【语音识别】基于matlab MFCC+IPC特征+SVM中英语种识别【含Matlab源码 612期】
一、语种识别音频处理简介
1 基本原理
语种识别,根据一段音频判断该音频是英语、中语还是法语,即判断音频的语种。语种识别项目的整体思想就是把语音数据转换成相应的语谱图或者MFCC特征,再对特征进行分析,从而判断出该语音数据的语种类别。
2 公开数据集
Topcoder 竞赛 数据(44.1khz 的 mp3 录音,每条 10 秒,176 种语言合计 66176(176*376)条数据,诸多小语种)。
3 基本音频处理流程
语音输入,然后音频信号特征提取,然后进行特征分析处理,最终得到结果,其中音频特征提取多半采用频谱图或者MFCC特征。
4 详解
4.1 语音输入
wav(波形音频文件)mp3 文件或是麦克风中输入的音频信号输入音频
4.2 音频信号特证提取
语音信号处理的目的是弄清语音中各个频率成分的分布。常用的数学工具是傅里叶变换,而傅里叶变换要求输入信号是平稳的,需要对语音信号进行分帧处理,截取出来的一小段信号(通常 20-30ms)就叫一帧。【微观里断定输入信号是平稳的】
语音分帧→每一帧分别 FFT( 离散傅立叶变换) →求取 FFT 之后的幅度/能量,这些数值都是正值,类似图像的像素点,显示出来就是语谱图。

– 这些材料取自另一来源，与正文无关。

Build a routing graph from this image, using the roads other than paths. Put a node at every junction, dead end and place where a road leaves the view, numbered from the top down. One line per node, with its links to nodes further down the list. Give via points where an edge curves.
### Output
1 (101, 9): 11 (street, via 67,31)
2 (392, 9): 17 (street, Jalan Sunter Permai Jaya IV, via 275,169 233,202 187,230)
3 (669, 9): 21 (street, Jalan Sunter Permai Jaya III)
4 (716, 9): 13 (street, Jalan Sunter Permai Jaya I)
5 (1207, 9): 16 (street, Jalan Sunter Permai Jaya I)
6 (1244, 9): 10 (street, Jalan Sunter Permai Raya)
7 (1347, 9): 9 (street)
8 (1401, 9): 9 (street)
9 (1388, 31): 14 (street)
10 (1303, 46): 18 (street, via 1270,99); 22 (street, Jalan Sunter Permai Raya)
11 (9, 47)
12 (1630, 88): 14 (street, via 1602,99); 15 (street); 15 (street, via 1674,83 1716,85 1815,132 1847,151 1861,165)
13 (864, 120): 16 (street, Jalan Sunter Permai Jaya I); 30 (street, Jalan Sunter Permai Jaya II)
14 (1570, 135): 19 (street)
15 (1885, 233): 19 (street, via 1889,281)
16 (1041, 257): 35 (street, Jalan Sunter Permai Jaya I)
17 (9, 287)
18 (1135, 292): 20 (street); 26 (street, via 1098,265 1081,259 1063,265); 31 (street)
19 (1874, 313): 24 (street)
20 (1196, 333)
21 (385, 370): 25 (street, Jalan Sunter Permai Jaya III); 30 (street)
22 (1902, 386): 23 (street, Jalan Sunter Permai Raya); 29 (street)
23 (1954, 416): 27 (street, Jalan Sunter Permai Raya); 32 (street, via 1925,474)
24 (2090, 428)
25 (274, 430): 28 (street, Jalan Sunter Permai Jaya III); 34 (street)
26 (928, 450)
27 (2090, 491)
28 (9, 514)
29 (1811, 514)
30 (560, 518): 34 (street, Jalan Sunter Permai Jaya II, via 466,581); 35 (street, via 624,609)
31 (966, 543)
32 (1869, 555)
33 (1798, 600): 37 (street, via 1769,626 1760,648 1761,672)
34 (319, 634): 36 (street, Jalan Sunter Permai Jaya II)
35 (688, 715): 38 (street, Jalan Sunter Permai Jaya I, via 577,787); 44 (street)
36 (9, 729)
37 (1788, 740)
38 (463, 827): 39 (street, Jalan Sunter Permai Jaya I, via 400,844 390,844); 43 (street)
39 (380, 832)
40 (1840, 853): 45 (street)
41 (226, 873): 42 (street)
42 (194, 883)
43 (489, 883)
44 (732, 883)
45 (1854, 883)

其中语谱图的 x 是时间,y 轴是频率。利用语谱图可以查看指定频率端的能量分布。
二、部分源代码
clc;
clear;
load traindata Myfeature
A1=zeros(1,30);
A2=ones(1,30);
Group=[A1,A2];
TrainData=Myfeature;
SVMStruct = svmtrain(TrainData,Group);
N=5.3;
Tw = 25; % analysis frame duration (ms)
Ts = 10; % analysis frame shift (ms)
alpha = 0.97; % preemphasis coefficient
R = [ 300 3700 ]; % frequency range to consider
M = 20; % number of filterbank channels
C = 13; % number of cepstral coefficients
L = 22; % cepstral sine lifter parameter
fs = 16000;
hamming = @(N)(0.54-0.46*cos(2*pi*[0:N-1].'/(N-1)));
[filename, pathname] = uigetfile({'*.*';'*.flac'; '*.wav'; '*.mp3'; }, '选择语音');
% %没有图像
if filename == 0
return;
end
[speech,fs] = audioread([pathname, filename]);
[voice,fs]=extractvoice_simple(speech,-30, -20,0.2);
voicex=voice(1:N*16000);
[ mfccs, FBEs, frames ] = ...
mfcc( voicex, fs, Tw, Ts, alpha, hamming, R, M, C, L );
ceps_mfccx=mfccs(:);
[cep,ER]=lpces(voicex,17,256,256); ceps_lpc=cep(2:17,:);%LPC
%[lpc,ER]=lpces(voice,12,256,256);
%ceps_lpcc=lpc2lpcc(cep);%LPCC
ceps_lpcx=ceps_lpc(:);
ceps=[ceps_mfccx(1000:2000);ceps_lpcx(1:2000)];
TestData = ceps';
languagex=svmclassify(SVMStruct,TestData);
if languagex == 1
language='Chinese'
else
language='English'
end
% t=[1:2000];
% figure
% scatter(t,ceps_lpcx(1:2000),50,'r');
% xlabel('sample point');
% ylabel('LPC');
% title('LPC features');
% hold on
% [filename, pathname] = uigetfile({'*.*';'*.flac'; '*.wav'; '*.mp3'; }, '选择语音');
% % %没有图像
% if filename == 0
% return;
% end
% [speech,fs] = audioread([pathname, filename]);
% [voice,fs]=extractvoice_simple(speech,-30, -20,0.2);
% voicex=voice(1:N*16000);
% [ mfccs, FBEs, frames ] = ...
% mfcc( voicex, fs, Tw, Ts, alpha, hamming, R, M, C, L );
% ceps_mfccx=mfccs(:);
% [cep,ER]=lpces(voicex,17,256,256); ceps_lpc=cep(2:17,:);%LPC
%
function [ H, f, c ] = trifbank( M, K, R, fs, h2w, w2h )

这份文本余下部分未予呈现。